No. Reading of DNA is done on a regular basis to classify newly identified species, map family trees across generations, and diagnose diseases. The Human Genome Project is an interesting use case for sequencing.
Writing DNA is done for various applications such as gene cloning to introduce or knock off certain traits in different organisms especially bacteria, forensics and sensing. Reading DNA is more widely used than writing, this partly explains why DNA synthesis is more expensive today than sequencing.
Reading and writing DNA are on demand for multiple applications thus incentivizing different players in the market to innovate on the accuracy and speed of DNA read/write functions.
8. Is DNA storage the only way to get to biocompute?
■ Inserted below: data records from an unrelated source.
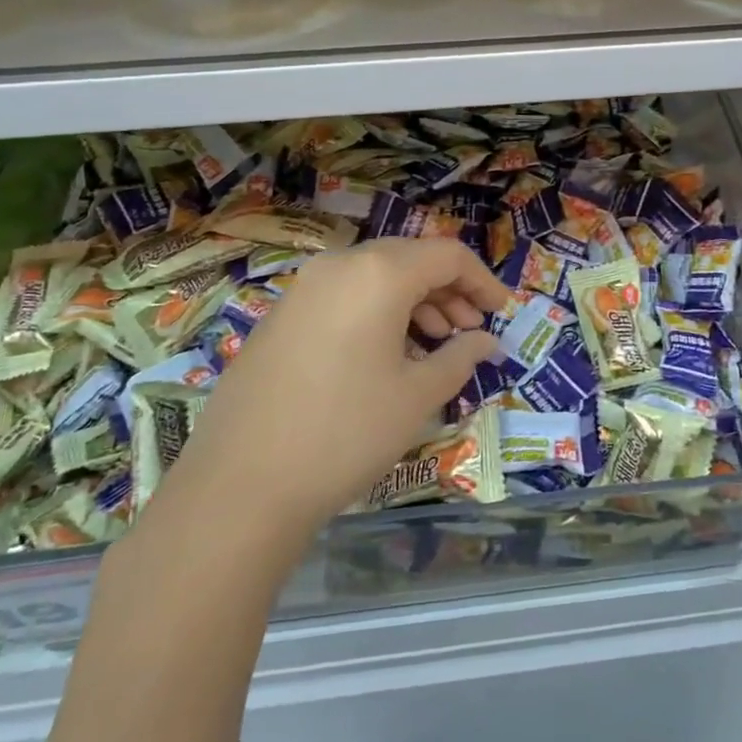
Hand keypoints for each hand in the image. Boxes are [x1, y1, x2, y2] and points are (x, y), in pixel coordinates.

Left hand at [159, 239, 508, 528]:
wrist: (240, 486)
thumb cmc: (346, 432)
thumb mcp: (417, 396)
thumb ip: (460, 357)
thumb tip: (485, 341)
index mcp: (378, 273)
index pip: (447, 255)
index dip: (482, 281)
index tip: (502, 313)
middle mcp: (338, 266)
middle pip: (410, 260)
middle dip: (449, 291)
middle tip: (471, 331)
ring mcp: (302, 290)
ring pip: (375, 277)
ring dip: (414, 302)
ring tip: (434, 346)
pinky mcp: (279, 317)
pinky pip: (344, 297)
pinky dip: (377, 314)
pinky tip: (386, 358)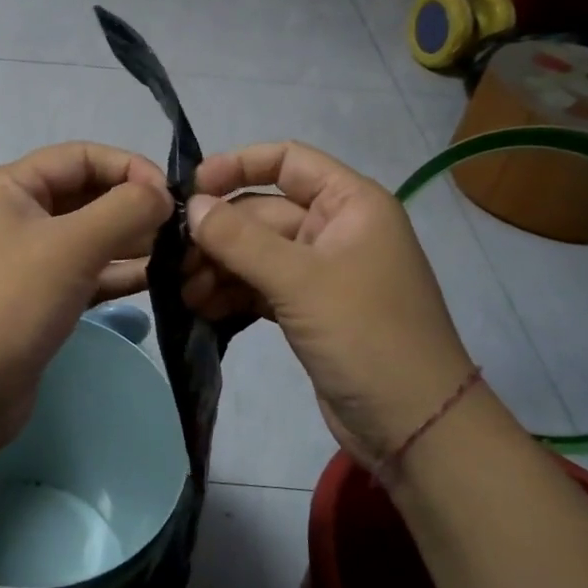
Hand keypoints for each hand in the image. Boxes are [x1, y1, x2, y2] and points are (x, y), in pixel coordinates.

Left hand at [0, 142, 171, 447]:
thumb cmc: (11, 301)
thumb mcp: (72, 245)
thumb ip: (125, 210)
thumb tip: (163, 194)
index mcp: (9, 188)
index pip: (79, 157)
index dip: (128, 166)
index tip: (172, 194)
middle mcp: (13, 217)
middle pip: (84, 195)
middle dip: (132, 206)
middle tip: (183, 227)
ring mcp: (23, 262)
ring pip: (87, 238)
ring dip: (130, 241)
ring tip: (180, 252)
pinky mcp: (36, 301)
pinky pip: (83, 274)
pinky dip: (116, 274)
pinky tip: (158, 279)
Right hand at [182, 141, 475, 466]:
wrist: (414, 427)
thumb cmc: (366, 336)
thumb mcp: (300, 281)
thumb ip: (240, 239)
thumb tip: (191, 205)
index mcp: (350, 204)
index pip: (288, 160)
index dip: (238, 165)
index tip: (191, 188)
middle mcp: (335, 229)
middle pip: (262, 212)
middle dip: (218, 232)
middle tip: (173, 257)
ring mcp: (320, 272)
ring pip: (255, 253)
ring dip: (218, 267)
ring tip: (183, 292)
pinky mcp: (307, 310)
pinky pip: (259, 286)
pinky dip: (231, 293)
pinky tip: (200, 308)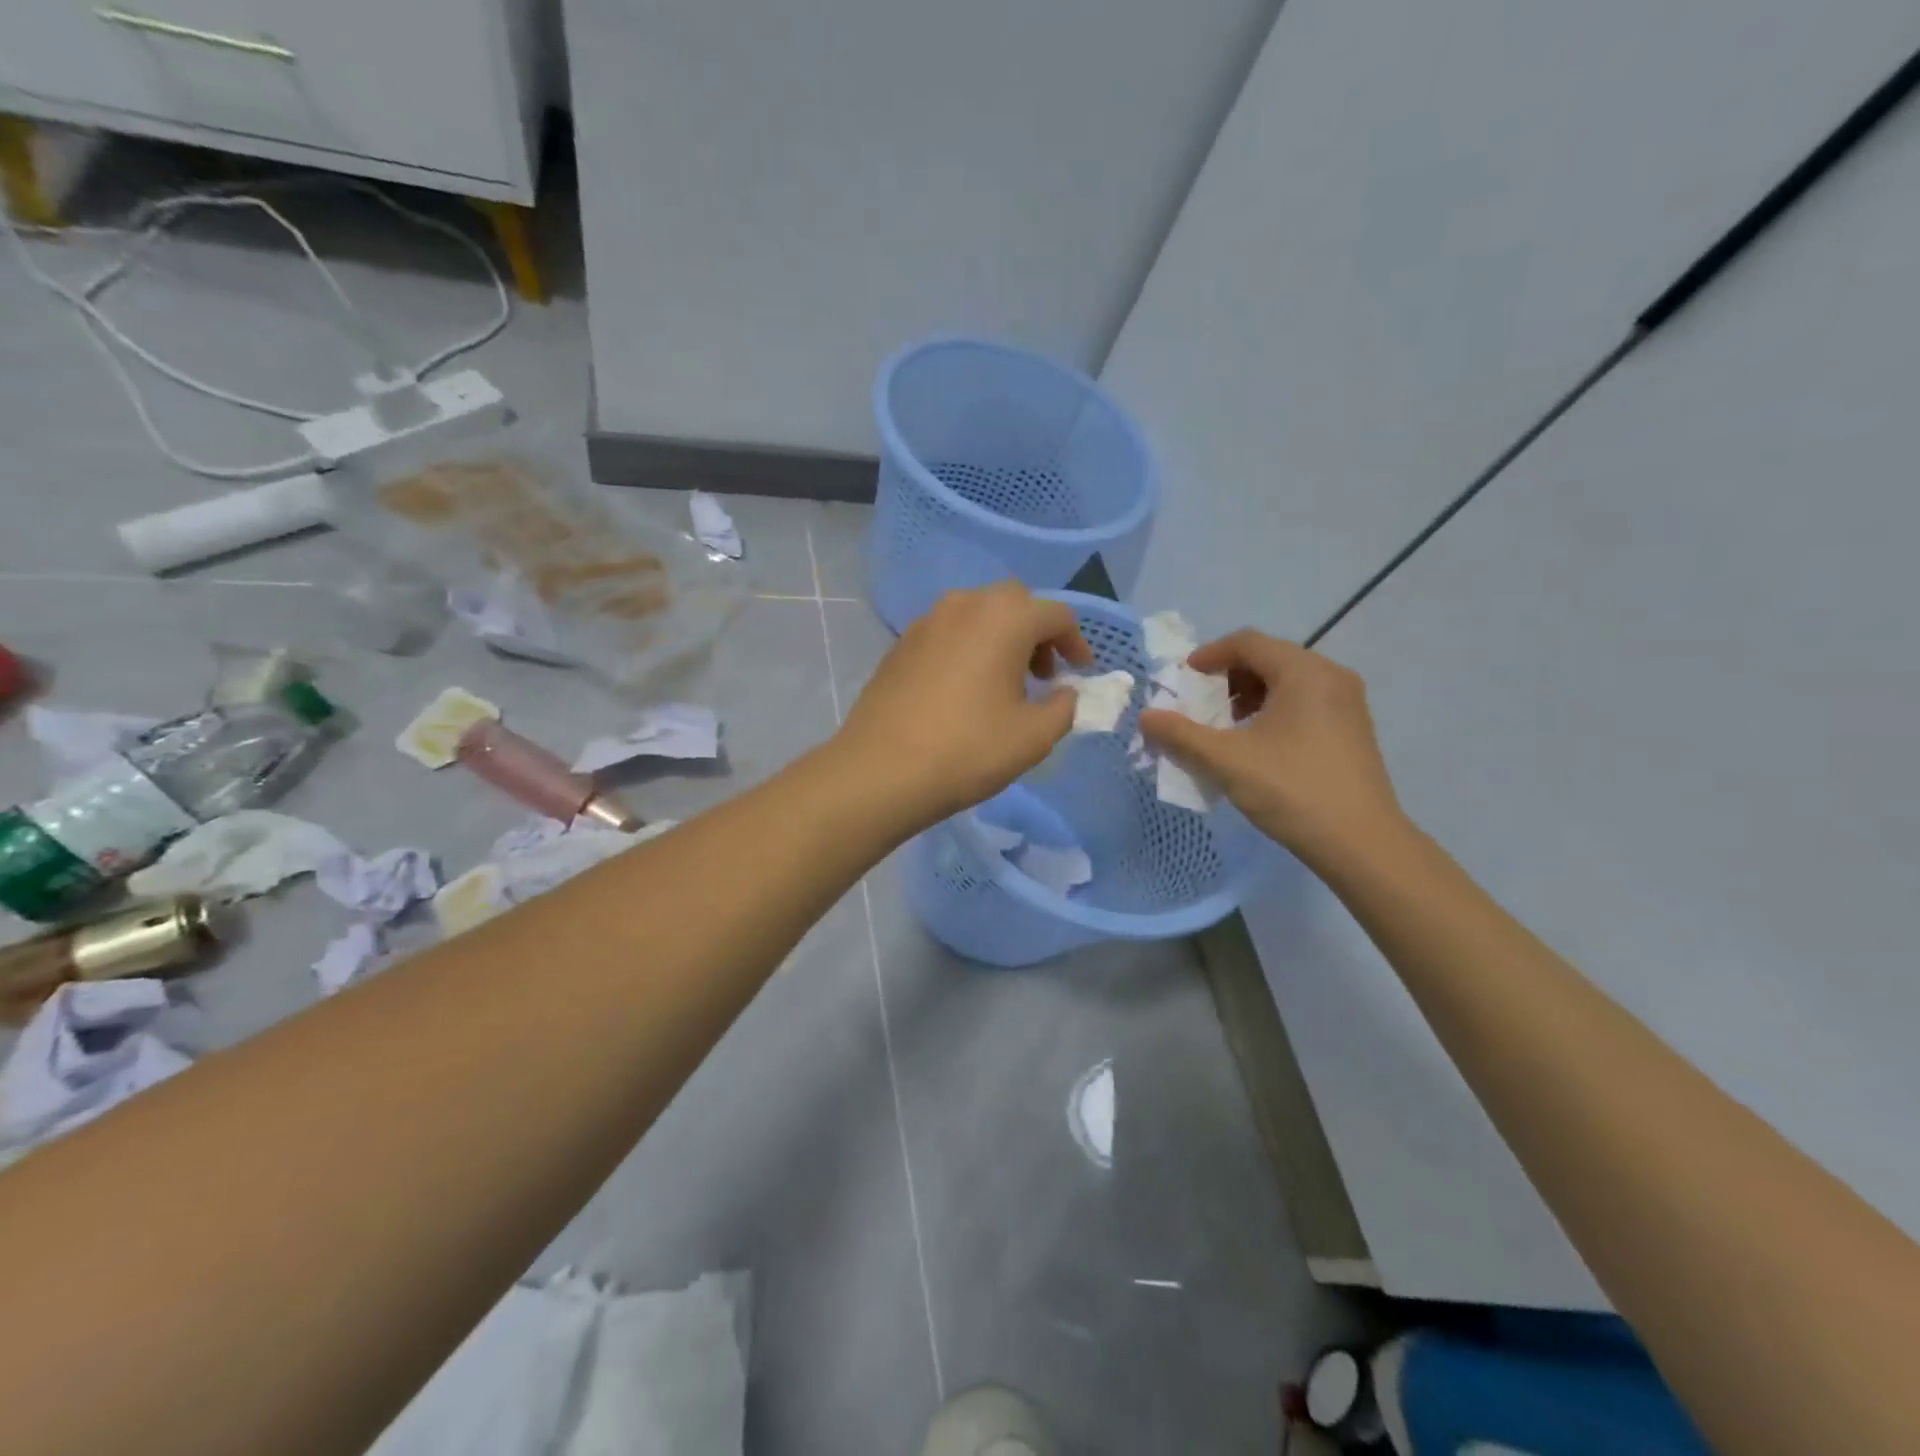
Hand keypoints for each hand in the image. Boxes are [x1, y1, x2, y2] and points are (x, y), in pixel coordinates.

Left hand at [836, 583, 1092, 828]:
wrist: (880, 771)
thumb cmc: (967, 750)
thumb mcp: (1034, 736)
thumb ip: (1064, 707)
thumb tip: (1065, 692)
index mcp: (1004, 618)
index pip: (1055, 615)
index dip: (1076, 643)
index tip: (1080, 674)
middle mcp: (964, 605)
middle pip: (1014, 603)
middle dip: (1036, 633)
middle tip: (1042, 675)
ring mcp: (926, 622)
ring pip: (977, 614)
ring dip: (1001, 638)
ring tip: (1004, 684)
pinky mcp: (901, 645)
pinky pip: (948, 633)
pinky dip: (968, 648)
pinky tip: (964, 690)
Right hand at [1137, 631, 1404, 864]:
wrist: (1362, 844)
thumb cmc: (1292, 790)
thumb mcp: (1227, 761)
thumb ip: (1181, 735)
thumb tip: (1145, 717)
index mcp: (1304, 672)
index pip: (1248, 643)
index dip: (1209, 655)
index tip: (1182, 680)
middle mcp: (1331, 677)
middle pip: (1268, 658)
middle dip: (1227, 678)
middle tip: (1200, 705)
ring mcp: (1347, 703)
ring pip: (1287, 682)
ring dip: (1248, 695)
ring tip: (1224, 727)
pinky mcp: (1352, 729)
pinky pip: (1304, 702)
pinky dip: (1272, 711)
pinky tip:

Not really. There are groups working on making logic gates using different protein folding mechanisms. The Unconventional Computing Lab at the University of West England is working on using fungal networks and the electrical impulse conducted through these networks for data storage especially for sensing applications. There are multiple other interesting nature-derived compute options. We decided to start out with DNA because it is the most-widely studied (and hence more widely understood) biomolecule and because we now have the tools to control DNA in specifically engineered chemical environments.
Hit me up if you have more question, tell us what you would like to hear more about. Stay tuned!
Hi @anagha Thanks for this incredible article, i understood that dna data read and write is very expensive and we are trying to do it in a dna.
am not sure if this question even makes sense.. but here it is
can we replicate it somewhere else?
like understand how dna stores the data (not the encoding, but the logic gates/structure/type) i dunoo.. and try to mimic it and try storing it there..
maybe the way the data is stored in dna could also be a cruicial optimiser in the software industry.